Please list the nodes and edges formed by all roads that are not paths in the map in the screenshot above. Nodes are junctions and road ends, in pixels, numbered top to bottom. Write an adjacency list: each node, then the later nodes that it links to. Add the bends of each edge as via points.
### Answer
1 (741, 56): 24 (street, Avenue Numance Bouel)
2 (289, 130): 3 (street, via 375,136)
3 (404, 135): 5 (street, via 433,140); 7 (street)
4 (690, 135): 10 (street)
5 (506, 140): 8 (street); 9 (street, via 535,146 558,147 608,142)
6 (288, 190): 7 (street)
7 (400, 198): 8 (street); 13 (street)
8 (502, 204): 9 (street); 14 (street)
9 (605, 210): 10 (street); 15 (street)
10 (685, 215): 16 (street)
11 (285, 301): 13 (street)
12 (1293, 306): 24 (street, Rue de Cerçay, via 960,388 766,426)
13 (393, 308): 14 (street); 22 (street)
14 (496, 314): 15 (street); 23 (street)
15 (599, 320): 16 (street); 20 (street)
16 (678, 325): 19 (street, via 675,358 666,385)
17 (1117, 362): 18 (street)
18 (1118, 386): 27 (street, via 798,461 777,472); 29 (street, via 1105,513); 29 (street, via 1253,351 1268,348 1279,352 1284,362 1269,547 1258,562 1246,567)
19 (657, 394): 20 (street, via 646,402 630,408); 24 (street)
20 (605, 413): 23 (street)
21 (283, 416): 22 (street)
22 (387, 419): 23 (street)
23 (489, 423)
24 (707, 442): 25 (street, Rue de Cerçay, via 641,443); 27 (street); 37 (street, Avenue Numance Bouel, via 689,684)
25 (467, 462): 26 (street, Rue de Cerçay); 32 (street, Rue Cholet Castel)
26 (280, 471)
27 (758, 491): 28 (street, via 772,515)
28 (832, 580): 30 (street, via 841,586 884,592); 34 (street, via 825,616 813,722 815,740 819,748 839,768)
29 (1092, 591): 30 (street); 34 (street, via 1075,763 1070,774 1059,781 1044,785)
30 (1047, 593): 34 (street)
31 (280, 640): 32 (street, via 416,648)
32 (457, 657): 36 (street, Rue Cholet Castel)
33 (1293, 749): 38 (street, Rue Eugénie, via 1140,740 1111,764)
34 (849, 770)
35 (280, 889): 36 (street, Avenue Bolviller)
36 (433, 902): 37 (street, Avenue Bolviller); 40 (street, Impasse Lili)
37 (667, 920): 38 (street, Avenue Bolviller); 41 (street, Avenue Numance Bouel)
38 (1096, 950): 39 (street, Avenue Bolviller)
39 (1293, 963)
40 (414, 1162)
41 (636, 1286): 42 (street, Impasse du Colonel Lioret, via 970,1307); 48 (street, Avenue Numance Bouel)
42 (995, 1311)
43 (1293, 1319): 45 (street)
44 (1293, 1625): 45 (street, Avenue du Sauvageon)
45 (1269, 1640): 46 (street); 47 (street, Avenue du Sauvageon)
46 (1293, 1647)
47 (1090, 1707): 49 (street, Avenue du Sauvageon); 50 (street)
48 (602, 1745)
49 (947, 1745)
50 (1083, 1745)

§ TASK TO CARRY OUT:
Gather up every line in the data above that contains the word "Castel", copying each one.

§ SOLVED PROBLEM:
25 (467, 462): 26 (street, Rue de Cerçay); 32 (street, Rue Cholet Castel)
32 (457, 657): 36 (street, Rue Cholet Castel)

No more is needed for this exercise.